Mais si les gérants d’ETF ne votaient pas, ce serait une forme de gaspillage que de voir tous ces droits de vote inutilisés. Dès lors, pourquoi ne pas les monétiser en les louant au travers de mécanismes de securities lending ? L’investisseur en ETF – qui a entre autres choisi ce type de véhicule pour ses frais peu élevés – y trouverait son compte en récoltant ainsi quelques centimes qui abaisseraient d’autant les frais de gestion prélevés. D’ailleurs, un gros marché existe pour les prêts de titres afin de répondre à la demande des vendeurs à découvert (short sellers) et les fournisseurs d’ETF en ont historiquement été de gros pourvoyeurs. Sauf que, si cela ne pose aucun problème dans le cas des short sellers, il en va autrement dans le cas des activistes car de nombreuses juridictions ne permettraient pas ce type de mécanisme assimilable à de la collusion, ou imposeraient des procédures de déclaration assez lourdes. Le gérant passif conservera donc une partie de ses droits de vote et l’opportunité de devenir quelque peu actif…
Et cela tombe bien, car aujourd’hui un nombre croissant d’investisseurs passifs aimeraient également être actifs sur certains tableaux. Déjà, l’interprétation du concept «passif» évolue avec l’apparition de nouveaux produits smart beta qui offrent désormais la possibilité de ne plus s’exposer à la totalité du marché mais uniquement à des facteurs de risques spécifiques ou d’effectuer des sélections de titres par filtrage suivant certains critères. Sans même parler de nouveaux ETF répliquant un indice des titres les plus détenus par des activistes (confusion totale des genres !!!)

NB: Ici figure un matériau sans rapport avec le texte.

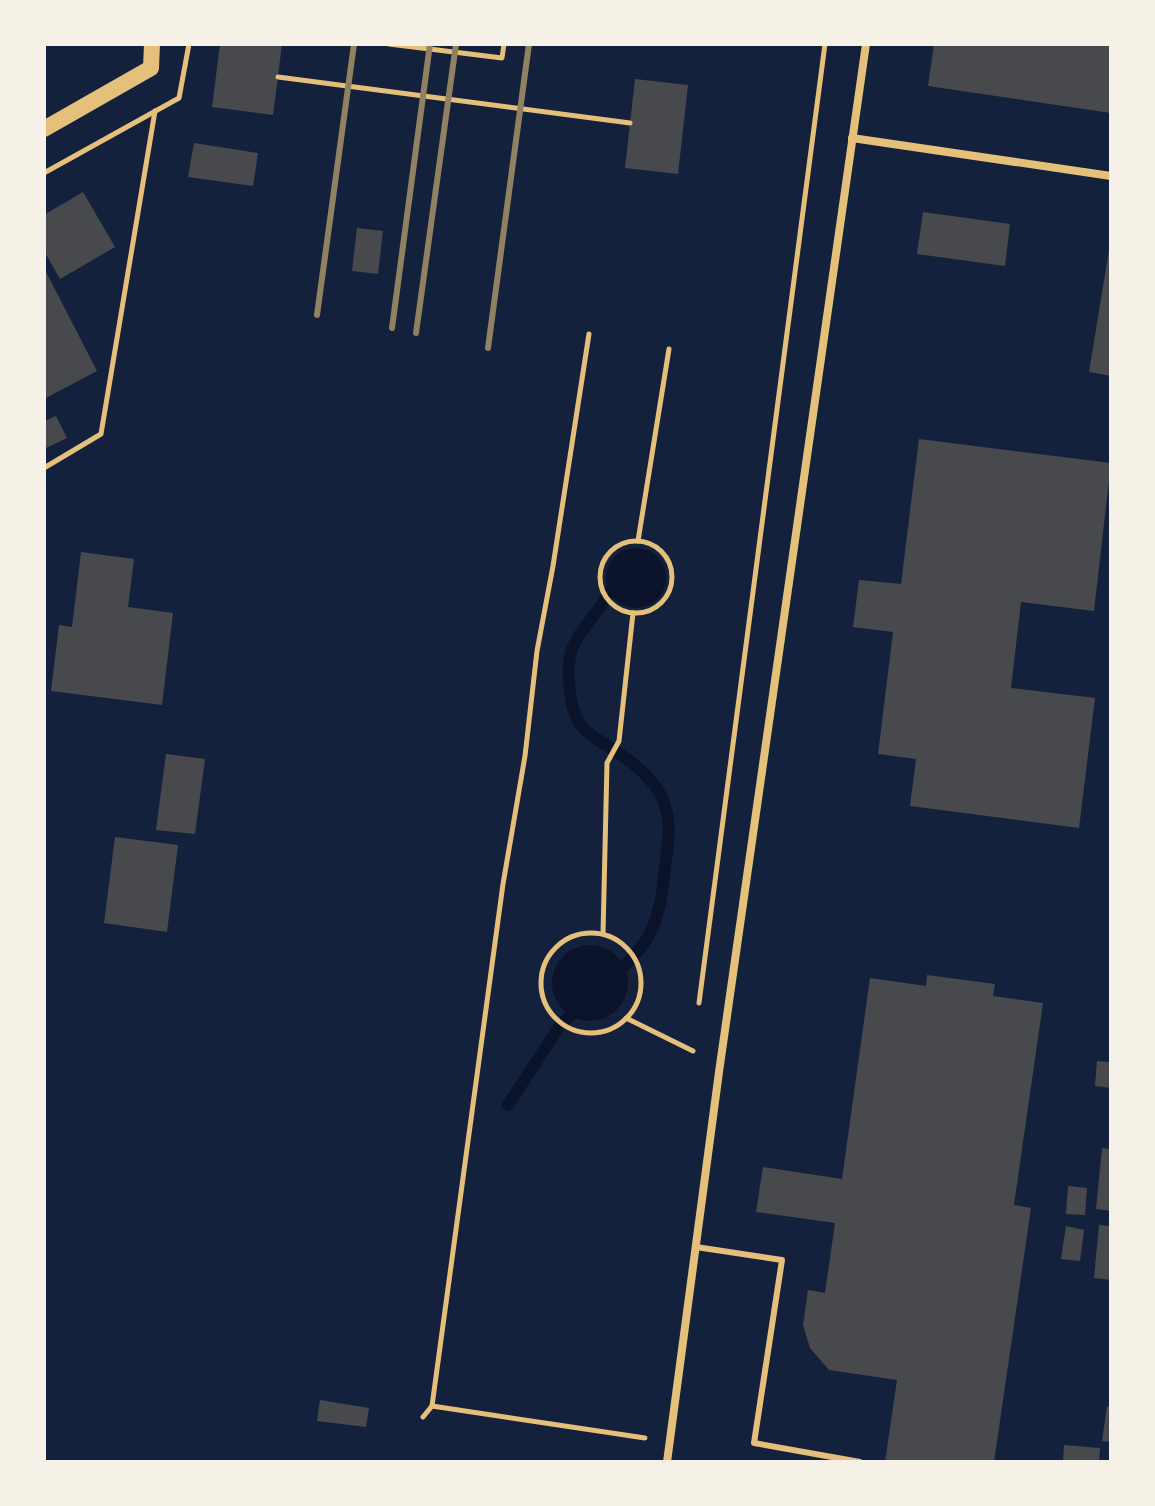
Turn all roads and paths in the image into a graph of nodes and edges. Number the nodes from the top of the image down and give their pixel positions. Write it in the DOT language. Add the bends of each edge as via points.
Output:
graph roads {
  1 [pos="152,44"];
  2 [pos="189,44"];
  3 [pos="389,44"];
  4 [pos="395,44"];
  5 [pos="504,44"];
  6 [pos="825,44"];
  7 [pos="866,44"];
  8 [pos="278,77"];
  9 [pos="155,111"];
  10 [pos="630,123"];
  11 [pos="44,129"];
  12 [pos="852,138"];
  13 [pos="44,173"];
  14 [pos="1111,176"];
  15 [pos="589,334"];
  16 [pos="669,349"];
  17 [pos="44,468"];
  18 [pos="638,541"];
  19 [pos="633,613"];
  20 [pos="603,934"];
  21 [pos="699,1004"];
  22 [pos="626,1018"];
  23 [pos="695,1035"];
  24 [pos="696,1247"];
  25 [pos="432,1406"];
  26 [pos="423,1417"];
  27 [pos="643,1422"];
  28 [pos="641,1438"];
  29 [pos="670,1442"];
  30 [pos="639,1450"];
  31 [pos="667,1462"];
  32 [pos="860,1462"];
  1 -- 11 [label="main road" via="151,68"];
  2 -- 9 [label="path" via="179,98"];
  3 -- 4 [label="path"];
  4 -- 5 [label="path" via="502,58"];
  6 -- 21 [label="path"];
  7 -- 12 [label="street"];
  8 -- 10 [label="path"];
  9 -- 13 [label="path"];
  9 -- 17 [label="path" via="101,434"];
  12 -- 14 [label="street"];
  12 -- 24 [label="street"];
  15 -- 25 [label="path" via="537,651"];
  16 -- 18 [label="path"];
  18 -- 19 [label="path" via="614,549 601,569 603,593 610,603"];
  18 -- 19 [label="path" via="659,549 673,580 664,601"];
  19 -- 20 [label="path" via="619,741 607,763"];
  20 -- 22 [label="path" via="637,963 640,988"];
  20 -- 22 [label="path" via="569,937 556,947 546,960 541,990 556,1018 583,1033 614,1028"];
  22 -- 23 [label="path" via="693,1051"];
  24 -- 29 [label="street"];
  24 -- 32 [label="lane" via="782,1260 754,1443"];
  25 -- 26 [label="path"];
  25 -- 28 [label="path"];
  27 -- 28 [label="path"];
  28 -- 29 [label="path"];
  28 -- 30 [label="path"];
  29 -- 31 [label="street"];
}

L’investisseur devient donc moins passif en choisissant par exemple de favoriser des sociétés présentant de meilleurs scores ESG. Et peut-être souhaite-t-il que le gérant de son ETF utilise ses droits de vote afin d’influencer la politique des sociétés détenues. La thématique ESG est justement celle où les investisseurs passifs expriment le plus vivement leur désir d’être également actifs. Un nombre croissant de fournisseurs d’ETF s’engagent d’ailleurs dans cette voie. Cela demande néanmoins la mise en place des ressources nécessaires à la bonne gestion de ces droits de vote. Cette thématique sera traitée dans un prochain article.